A introdução de combustíveis simples - não aditivados - em todos os postos de abastecimento já permitiu aos consumidores pouparem 168 milhões de euros desde que a lei entrou em vigor, há sete meses. O balanço é da Entidade Nacional para o Mercado de Combustíveis.

Segundo Filipe Meirinho, diretor da ENMC para a área petrolífera, houve um ganho de 168 milhões de euros nestes cerca de sete meses, acima das previsões do Governo que antecipava uma poupança cerca de 200 milhões de euros num ano inteiro. 

O responsável do organismo que tem a responsabilidade de aplicar e fiscalizar a legislação avançou que hoje a diferença de preço por litro de combustível simples e aditivado é em média de três cêntimos.
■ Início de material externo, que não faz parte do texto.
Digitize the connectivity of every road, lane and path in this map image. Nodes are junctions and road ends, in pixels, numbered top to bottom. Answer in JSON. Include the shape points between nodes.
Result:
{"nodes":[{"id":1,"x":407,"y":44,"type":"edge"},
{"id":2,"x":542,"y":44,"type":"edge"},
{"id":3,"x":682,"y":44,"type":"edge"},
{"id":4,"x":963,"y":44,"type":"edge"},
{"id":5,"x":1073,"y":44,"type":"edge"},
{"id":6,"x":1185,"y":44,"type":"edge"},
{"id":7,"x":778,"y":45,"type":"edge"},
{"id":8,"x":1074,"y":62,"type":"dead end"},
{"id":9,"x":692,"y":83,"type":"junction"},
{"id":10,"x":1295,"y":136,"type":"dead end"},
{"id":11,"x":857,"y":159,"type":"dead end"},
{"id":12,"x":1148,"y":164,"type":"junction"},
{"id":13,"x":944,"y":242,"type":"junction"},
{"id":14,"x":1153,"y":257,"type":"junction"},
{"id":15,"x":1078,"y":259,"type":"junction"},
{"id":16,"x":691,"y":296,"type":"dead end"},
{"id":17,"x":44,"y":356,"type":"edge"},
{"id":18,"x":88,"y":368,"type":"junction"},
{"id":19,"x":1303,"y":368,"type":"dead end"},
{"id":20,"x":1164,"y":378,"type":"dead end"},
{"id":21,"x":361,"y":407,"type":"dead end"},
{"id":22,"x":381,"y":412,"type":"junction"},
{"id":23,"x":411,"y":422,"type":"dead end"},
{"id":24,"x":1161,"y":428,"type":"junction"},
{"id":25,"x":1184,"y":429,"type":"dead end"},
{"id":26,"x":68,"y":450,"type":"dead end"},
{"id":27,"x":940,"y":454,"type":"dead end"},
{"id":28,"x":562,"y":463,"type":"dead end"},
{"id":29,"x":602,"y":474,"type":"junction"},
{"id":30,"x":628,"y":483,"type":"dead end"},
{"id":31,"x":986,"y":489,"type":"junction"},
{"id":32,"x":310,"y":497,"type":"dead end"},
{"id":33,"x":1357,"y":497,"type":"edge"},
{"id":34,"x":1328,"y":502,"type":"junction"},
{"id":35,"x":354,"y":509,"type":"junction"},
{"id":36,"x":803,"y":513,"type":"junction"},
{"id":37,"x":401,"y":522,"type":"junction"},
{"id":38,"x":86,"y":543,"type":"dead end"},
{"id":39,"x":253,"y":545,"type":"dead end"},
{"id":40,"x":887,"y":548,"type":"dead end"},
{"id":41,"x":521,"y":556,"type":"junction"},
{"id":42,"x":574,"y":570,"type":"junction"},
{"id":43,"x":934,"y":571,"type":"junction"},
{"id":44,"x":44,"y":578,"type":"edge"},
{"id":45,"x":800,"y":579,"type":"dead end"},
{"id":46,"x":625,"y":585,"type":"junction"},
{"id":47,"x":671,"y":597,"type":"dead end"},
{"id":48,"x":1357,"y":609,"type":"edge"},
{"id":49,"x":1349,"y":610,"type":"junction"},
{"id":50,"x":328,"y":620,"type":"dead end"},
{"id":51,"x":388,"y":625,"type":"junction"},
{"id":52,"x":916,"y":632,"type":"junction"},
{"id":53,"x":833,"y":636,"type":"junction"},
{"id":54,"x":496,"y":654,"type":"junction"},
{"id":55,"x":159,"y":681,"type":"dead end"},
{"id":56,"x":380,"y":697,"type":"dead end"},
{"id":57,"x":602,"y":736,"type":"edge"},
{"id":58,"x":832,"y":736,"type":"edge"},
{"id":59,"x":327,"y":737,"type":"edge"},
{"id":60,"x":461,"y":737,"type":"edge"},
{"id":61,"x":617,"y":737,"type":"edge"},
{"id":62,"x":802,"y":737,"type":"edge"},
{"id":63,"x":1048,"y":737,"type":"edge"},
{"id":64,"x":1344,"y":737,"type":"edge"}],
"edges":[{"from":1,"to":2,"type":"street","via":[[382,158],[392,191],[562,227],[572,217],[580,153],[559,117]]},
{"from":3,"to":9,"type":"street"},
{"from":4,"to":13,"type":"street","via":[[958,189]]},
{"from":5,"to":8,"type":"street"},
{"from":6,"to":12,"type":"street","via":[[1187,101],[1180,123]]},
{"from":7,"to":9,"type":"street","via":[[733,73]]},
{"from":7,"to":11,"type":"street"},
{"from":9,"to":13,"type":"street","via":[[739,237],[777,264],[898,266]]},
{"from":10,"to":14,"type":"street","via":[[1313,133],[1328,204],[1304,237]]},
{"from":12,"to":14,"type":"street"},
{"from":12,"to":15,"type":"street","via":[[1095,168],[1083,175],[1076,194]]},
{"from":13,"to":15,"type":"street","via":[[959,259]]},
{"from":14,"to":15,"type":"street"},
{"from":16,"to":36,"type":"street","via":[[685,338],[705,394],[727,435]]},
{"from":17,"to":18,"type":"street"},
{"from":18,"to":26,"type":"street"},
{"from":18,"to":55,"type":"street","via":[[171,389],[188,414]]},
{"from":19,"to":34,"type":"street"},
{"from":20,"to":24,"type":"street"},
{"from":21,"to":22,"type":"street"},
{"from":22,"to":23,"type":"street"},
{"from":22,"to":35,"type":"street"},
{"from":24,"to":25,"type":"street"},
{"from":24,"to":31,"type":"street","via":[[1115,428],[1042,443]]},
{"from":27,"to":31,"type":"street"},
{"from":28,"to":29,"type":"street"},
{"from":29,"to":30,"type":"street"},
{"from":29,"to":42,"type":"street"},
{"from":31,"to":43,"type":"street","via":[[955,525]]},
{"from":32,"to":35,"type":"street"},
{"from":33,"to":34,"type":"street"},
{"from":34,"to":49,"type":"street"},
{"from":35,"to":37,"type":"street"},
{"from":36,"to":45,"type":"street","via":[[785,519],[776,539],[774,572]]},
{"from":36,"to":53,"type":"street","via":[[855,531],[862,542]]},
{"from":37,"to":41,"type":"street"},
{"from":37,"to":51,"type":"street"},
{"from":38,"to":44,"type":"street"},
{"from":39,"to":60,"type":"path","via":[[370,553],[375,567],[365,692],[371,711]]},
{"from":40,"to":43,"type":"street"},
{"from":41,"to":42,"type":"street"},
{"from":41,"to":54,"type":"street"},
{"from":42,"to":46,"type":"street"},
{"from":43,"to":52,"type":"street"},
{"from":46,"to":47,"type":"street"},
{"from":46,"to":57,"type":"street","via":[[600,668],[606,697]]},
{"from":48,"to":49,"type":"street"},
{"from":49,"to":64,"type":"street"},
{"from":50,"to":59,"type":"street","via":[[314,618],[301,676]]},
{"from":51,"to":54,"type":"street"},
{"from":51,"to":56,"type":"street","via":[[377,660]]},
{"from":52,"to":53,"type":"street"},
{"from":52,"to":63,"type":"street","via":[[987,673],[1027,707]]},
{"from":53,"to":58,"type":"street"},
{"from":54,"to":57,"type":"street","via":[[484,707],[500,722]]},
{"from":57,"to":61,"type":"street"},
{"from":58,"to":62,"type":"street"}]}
Ao mesmo tempo, houve uma descida do preço dos combustíveis aditivados.

Já o presidente da APETRO, associação que representa as petrolíferas, desvalorizou os cálculos das poupanças. António Comprido argumentou que a comparação não pode ser feita porque a oferta mudou, tendo sido "limitada".

"Não posso comentar essas contas, porque não sei como é que foram feitas", alegou aos jornalistas, à margem da conferência, criticando ainda que se reduza o debate dos combustíveis "à questão dos preços".

Conforme a Lusa já tinha adiantado, a diferença de preço entre o combustível mais básico e o aditivado, designado por premium, baixou em média de sete para três cêntimos.

O presidente da ENMC, Paulo Carmona, realçou então que "o consumidor tem saído bastante beneficiado com esta agressividade comercial e o aumento de oferta".

A previsão desta entidade é que os combustíveis simples representem 86% das vendas totais de gasóleo e de gasolina estimadas para 2015 em Portugal, que deverá atingir os 8.384 milhões de euros.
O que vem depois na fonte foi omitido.